↓
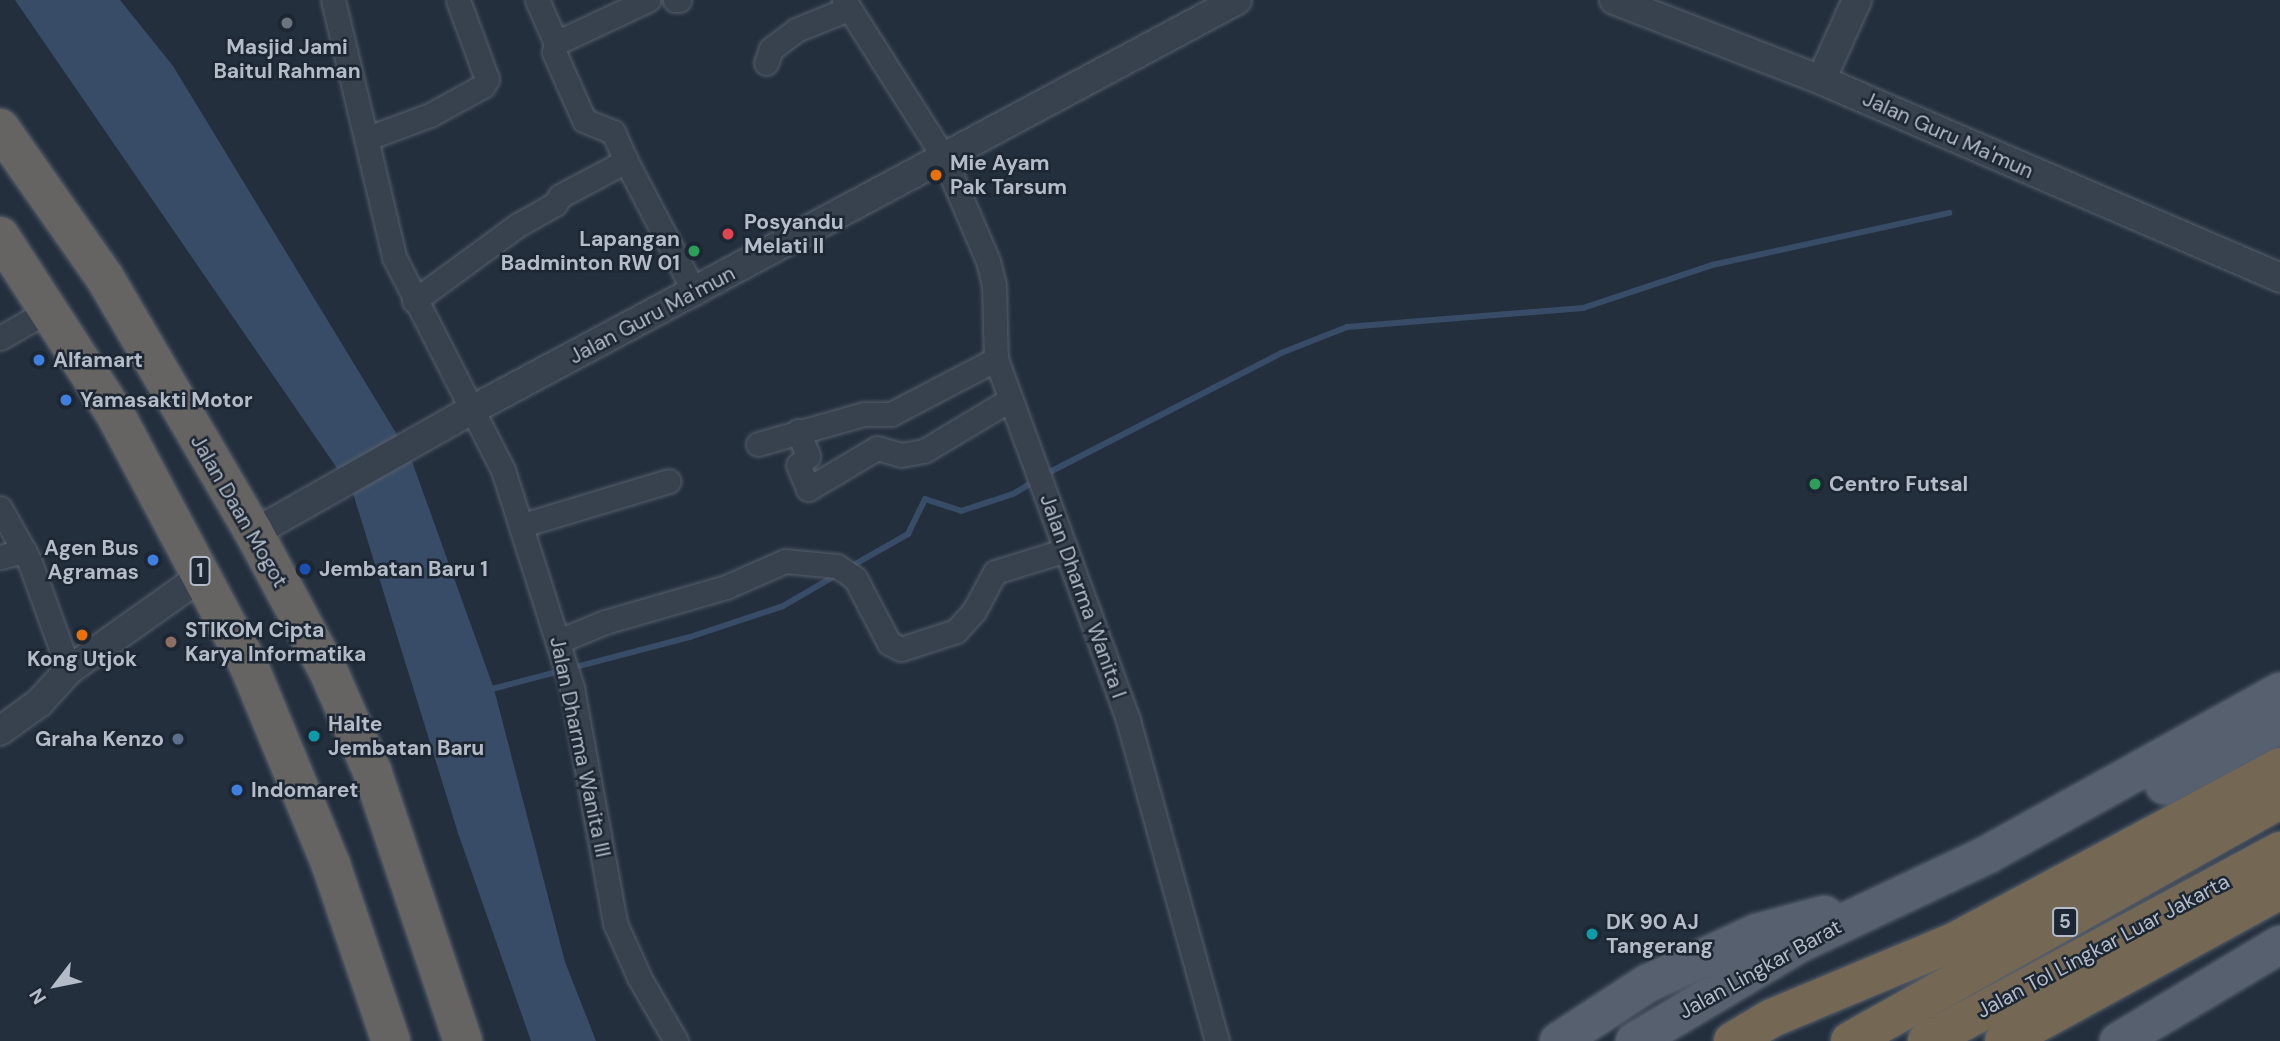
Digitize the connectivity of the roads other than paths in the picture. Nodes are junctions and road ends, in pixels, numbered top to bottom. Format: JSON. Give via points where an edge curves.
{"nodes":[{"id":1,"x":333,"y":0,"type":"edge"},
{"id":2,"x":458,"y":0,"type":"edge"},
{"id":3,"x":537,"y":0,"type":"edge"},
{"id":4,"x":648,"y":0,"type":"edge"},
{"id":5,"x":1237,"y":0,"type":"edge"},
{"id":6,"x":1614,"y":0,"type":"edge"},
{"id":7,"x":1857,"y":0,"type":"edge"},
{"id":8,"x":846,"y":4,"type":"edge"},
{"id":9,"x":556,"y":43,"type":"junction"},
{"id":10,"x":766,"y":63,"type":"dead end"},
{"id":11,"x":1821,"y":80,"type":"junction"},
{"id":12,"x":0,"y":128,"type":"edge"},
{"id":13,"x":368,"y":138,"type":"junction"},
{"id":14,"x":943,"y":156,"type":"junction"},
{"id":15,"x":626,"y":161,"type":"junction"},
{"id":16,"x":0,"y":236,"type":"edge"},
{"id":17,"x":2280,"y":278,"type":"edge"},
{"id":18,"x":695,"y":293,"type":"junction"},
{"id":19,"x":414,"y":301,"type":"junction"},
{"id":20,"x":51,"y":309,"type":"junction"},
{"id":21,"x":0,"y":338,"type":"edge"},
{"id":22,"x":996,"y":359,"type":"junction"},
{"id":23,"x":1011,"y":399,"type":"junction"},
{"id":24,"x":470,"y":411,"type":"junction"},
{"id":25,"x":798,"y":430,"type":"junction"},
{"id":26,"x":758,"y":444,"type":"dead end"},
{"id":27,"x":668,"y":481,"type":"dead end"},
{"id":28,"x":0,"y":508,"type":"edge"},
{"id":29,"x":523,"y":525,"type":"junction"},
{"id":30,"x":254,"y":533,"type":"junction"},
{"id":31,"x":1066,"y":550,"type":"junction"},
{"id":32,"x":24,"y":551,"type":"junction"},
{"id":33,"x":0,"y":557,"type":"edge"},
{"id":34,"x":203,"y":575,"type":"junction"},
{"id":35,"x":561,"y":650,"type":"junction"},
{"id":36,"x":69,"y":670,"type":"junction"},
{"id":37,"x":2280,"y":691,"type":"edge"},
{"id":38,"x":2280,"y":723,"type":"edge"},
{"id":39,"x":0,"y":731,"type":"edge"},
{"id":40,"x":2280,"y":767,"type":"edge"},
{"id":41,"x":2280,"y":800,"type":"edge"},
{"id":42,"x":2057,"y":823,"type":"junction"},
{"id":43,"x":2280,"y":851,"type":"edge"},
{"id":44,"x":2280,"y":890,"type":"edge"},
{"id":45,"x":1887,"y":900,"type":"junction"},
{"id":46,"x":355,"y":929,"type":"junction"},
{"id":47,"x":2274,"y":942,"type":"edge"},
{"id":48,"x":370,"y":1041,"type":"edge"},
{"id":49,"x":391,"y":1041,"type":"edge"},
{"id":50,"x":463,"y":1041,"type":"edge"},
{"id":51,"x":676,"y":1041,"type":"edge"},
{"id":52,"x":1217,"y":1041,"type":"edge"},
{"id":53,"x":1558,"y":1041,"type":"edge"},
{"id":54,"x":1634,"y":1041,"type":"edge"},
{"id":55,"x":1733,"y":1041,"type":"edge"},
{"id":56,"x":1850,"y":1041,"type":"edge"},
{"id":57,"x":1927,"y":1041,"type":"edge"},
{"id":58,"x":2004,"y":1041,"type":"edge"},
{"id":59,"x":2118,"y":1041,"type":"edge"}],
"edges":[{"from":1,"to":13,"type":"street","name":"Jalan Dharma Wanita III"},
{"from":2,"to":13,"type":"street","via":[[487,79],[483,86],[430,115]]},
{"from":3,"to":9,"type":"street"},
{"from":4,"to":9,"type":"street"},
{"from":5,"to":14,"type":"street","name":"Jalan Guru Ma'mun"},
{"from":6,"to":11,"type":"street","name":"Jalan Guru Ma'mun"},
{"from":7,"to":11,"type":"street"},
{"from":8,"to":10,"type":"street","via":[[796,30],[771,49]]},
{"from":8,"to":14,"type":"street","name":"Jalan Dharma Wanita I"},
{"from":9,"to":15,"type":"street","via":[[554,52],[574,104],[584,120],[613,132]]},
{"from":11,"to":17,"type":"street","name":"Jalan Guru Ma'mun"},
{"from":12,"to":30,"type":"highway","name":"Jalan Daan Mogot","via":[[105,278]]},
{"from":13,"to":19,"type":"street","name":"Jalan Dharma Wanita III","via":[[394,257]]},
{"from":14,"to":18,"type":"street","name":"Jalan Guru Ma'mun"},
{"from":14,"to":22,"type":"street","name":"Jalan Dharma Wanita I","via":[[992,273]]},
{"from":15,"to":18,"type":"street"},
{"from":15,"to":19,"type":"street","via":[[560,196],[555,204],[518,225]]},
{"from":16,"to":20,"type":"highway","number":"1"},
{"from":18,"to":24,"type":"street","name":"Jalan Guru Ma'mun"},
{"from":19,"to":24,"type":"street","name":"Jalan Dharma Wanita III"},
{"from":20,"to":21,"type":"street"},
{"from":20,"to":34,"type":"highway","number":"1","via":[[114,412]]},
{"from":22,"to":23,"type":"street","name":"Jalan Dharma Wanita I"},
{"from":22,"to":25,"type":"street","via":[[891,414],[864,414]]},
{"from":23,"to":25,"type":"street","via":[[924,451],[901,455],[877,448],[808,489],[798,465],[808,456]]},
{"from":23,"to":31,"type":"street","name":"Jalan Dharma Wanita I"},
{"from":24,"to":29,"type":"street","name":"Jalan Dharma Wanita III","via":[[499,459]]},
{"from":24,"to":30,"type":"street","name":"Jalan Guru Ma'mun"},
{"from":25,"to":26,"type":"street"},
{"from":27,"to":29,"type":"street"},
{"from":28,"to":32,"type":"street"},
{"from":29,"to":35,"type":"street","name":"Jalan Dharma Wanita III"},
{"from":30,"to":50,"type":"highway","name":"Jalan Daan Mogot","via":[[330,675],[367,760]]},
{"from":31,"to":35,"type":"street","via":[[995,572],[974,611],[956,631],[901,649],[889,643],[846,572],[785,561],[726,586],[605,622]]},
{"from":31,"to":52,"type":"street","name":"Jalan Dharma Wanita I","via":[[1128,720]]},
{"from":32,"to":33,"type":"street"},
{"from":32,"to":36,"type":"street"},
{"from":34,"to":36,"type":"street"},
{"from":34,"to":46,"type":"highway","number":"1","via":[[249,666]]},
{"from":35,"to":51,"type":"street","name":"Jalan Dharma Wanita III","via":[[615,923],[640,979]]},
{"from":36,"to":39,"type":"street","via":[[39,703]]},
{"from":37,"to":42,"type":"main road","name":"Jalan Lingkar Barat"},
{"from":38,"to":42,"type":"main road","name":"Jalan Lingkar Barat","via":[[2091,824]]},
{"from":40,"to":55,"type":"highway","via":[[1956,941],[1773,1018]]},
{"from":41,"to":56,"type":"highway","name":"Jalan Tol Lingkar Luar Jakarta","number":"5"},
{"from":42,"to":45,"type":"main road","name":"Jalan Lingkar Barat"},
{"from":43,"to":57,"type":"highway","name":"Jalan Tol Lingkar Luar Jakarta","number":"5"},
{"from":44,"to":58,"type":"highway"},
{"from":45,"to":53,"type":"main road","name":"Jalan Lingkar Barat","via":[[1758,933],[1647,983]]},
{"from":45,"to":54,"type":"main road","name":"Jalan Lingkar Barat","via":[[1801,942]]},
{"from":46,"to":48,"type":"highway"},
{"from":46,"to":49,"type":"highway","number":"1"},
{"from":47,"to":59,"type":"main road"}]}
↑
# [PROMPT]
Please retype the records above exactly, but leave out any pictures.

# [EXERCISE RESPONSE]
Digitize the connectivity of the roads other than paths in the picture. Nodes are junctions and road ends, in pixels, numbered top to bottom. Format: JSON. Give via points where an edge curves.
{"nodes":[{"id":1,"x":333,"y":0,"type":"edge"},
{"id":2,"x":458,"y":0,"type":"edge"},
{"id":3,"x":537,"y":0,"type":"edge"},
{"id":4,"x":648,"y":0,"type":"edge"},
{"id":5,"x":1237,"y":0,"type":"edge"},
{"id":6,"x":1614,"y":0,"type":"edge"},
{"id":7,"x":1857,"y":0,"type":"edge"},
{"id":8,"x":846,"y":4,"type":"edge"},
{"id":9,"x":556,"y":43,"type":"junction"},
{"id":10,"x":766,"y":63,"type":"dead end"},
{"id":11,"x":1821,"y":80,"type":"junction"},
{"id":12,"x":0,"y":128,"type":"edge"},
{"id":13,"x":368,"y":138,"type":"junction"},
{"id":14,"x":943,"y":156,"type":"junction"},
{"id":15,"x":626,"y":161,"type":"junction"},
{"id":16,"x":0,"y":236,"type":"edge"},
{"id":17,"x":2280,"y":278,"type":"edge"},
{"id":18,"x":695,"y":293,"type":"junction"},
{"id":19,"x":414,"y":301,"type":"junction"},
{"id":20,"x":51,"y":309,"type":"junction"},
{"id":21,"x":0,"y":338,"type":"edge"},
{"id":22,"x":996,"y":359,"type":"junction"},
{"id":23,"x":1011,"y":399,"type":"junction"},
{"id":24,"x":470,"y":411,"type":"junction"},
{"id":25,"x":798,"y":430,"type":"junction"},
{"id":26,"x":758,"y":444,"type":"dead end"},
{"id":27,"x":668,"y":481,"type":"dead end"},
{"id":28,"x":0,"y":508,"type":"edge"},
{"id":29,"x":523,"y":525,"type":"junction"},
{"id":30,"x":254,"y":533,"type":"junction"},
{"id":31,"x":1066,"y":550,"type":"junction"},
{"id":32,"x":24,"y":551,"type":"junction"},
{"id":33,"x":0,"y":557,"type":"edge"},
{"id":34,"x":203,"y":575,"type":"junction"},
{"id":35,"x":561,"y":650,"type":"junction"},
{"id":36,"x":69,"y":670,"type":"junction"},
{"id":37,"x":2280,"y":691,"type":"edge"},
{"id":38,"x":2280,"y":723,"type":"edge"},
{"id":39,"x":0,"y":731,"type":"edge"},
{"id":40,"x":2280,"y":767,"type":"edge"},
{"id":41,"x":2280,"y":800,"type":"edge"},
{"id":42,"x":2057,"y":823,"type":"junction"},
{"id":43,"x":2280,"y":851,"type":"edge"},
{"id":44,"x":2280,"y":890,"type":"edge"},
{"id":45,"x":1887,"y":900,"type":"junction"},
{"id":46,"x":355,"y":929,"type":"junction"},
{"id":47,"x":2274,"y":942,"type":"edge"},
{"id":48,"x":370,"y":1041,"type":"edge"},
{"id":49,"x":391,"y":1041,"type":"edge"},
{"id":50,"x":463,"y":1041,"type":"edge"},
{"id":51,"x":676,"y":1041,"type":"edge"},
{"id":52,"x":1217,"y":1041,"type":"edge"},
{"id":53,"x":1558,"y":1041,"type":"edge"},
{"id":54,"x":1634,"y":1041,"type":"edge"},
{"id":55,"x":1733,"y":1041,"type":"edge"},
{"id":56,"x":1850,"y":1041,"type":"edge"},
{"id":57,"x":1927,"y":1041,"type":"edge"},
{"id":58,"x":2004,"y":1041,"type":"edge"},
{"id":59,"x":2118,"y":1041,"type":"edge"}],
"edges":[{"from":1,"to":13,"type":"street","name":"Jalan Dharma Wanita III"},
{"from":2,"to":13,"type":"street","via":[[487,79],[483,86],[430,115]]},
{"from":3,"to":9,"type":"street"},
{"from":4,"to":9,"type":"street"},
{"from":5,"to":14,"type":"street","name":"Jalan Guru Ma'mun"},
{"from":6,"to":11,"type":"street","name":"Jalan Guru Ma'mun"},
{"from":7,"to":11,"type":"street"},
{"from":8,"to":10,"type":"street","via":[[796,30],[771,49]]},
{"from":8,"to":14,"type":"street","name":"Jalan Dharma Wanita I"},
{"from":9,"to":15,"type":"street","via":[[554,52],[574,104],[584,120],[613,132]]},
{"from":11,"to":17,"type":"street","name":"Jalan Guru Ma'mun"},
{"from":12,"to":30,"type":"highway","name":"Jalan Daan Mogot","via":[[105,278]]},
{"from":13,"to":19,"type":"street","name":"Jalan Dharma Wanita III","via":[[394,257]]},
{"from":14,"to":18,"type":"street","name":"Jalan Guru Ma'mun"},
{"from":14,"to":22,"type":"street","name":"Jalan Dharma Wanita I","via":[[992,273]]},
{"from":15,"to":18,"type":"street"},
{"from":15,"to":19,"type":"street","via":[[560,196],[555,204],[518,225]]},
{"from":16,"to":20,"type":"highway","number":"1"},
{"from":18,"to":24,"type":"street","name":"Jalan Guru Ma'mun"},
{"from":19,"to":24,"type":"street","name":"Jalan Dharma Wanita III"},
{"from":20,"to":21,"type":"street"},
{"from":20,"to":34,"type":"highway","number":"1","via":[[114,412]]},
{"from":22,"to":23,"type":"street","name":"Jalan Dharma Wanita I"},
{"from":22,"to":25,"type":"street","via":[[891,414],[864,414]]},
{"from":23,"to":25,"type":"street","via":[[924,451],[901,455],[877,448],[808,489],[798,465],[808,456]]},
{"from":23,"to":31,"type":"street","name":"Jalan Dharma Wanita I"},
{"from":24,"to":29,"type":"street","name":"Jalan Dharma Wanita III","via":[[499,459]]},
{"from":24,"to":30,"type":"street","name":"Jalan Guru Ma'mun"},
{"from":25,"to":26,"type":"street"},
{"from":27,"to":29,"type":"street"},
{"from":28,"to":32,"type":"street"},
{"from":29,"to":35,"type":"street","name":"Jalan Dharma Wanita III"},
{"from":30,"to":50,"type":"highway","name":"Jalan Daan Mogot","via":[[330,675],[367,760]]},
{"from":31,"to":35,"type":"street","via":[[995,572],[974,611],[956,631],[901,649],[889,643],[846,572],[785,561],[726,586],[605,622]]},
{"from":31,"to":52,"type":"street","name":"Jalan Dharma Wanita I","via":[[1128,720]]},
{"from":32,"to":33,"type":"street"},
{"from":32,"to":36,"type":"street"},
{"from":34,"to":36,"type":"street"},
{"from":34,"to":46,"type":"highway","number":"1","via":[[249,666]]},
{"from":35,"to":51,"type":"street","name":"Jalan Dharma Wanita III","via":[[615,923],[640,979]]},
{"from":36,"to":39,"type":"street","via":[[39,703]]},
{"from":37,"to":42,"type":"main road","name":"Jalan Lingkar Barat"},
{"from":38,"to":42,"type":"main road","name":"Jalan Lingkar Barat","via":[[2091,824]]},
{"from":40,"to":55,"type":"highway","via":[[1956,941],[1773,1018]]},
{"from":41,"to":56,"type":"highway","name":"Jalan Tol Lingkar Luar Jakarta","number":"5"},
{"from":42,"to":45,"type":"main road","name":"Jalan Lingkar Barat"},
{"from":43,"to":57,"type":"highway","name":"Jalan Tol Lingkar Luar Jakarta","number":"5"},
{"from":44,"to":58,"type":"highway"},
{"from":45,"to":53,"type":"main road","name":"Jalan Lingkar Barat","via":[[1758,933],[1647,983]]},
{"from":45,"to":54,"type":"main road","name":"Jalan Lingkar Barat","via":[[1801,942]]},
{"from":46,"to":48,"type":"highway"},
{"from":46,"to":49,"type":"highway","number":"1"},
{"from":47,"to":59,"type":"main road"}]}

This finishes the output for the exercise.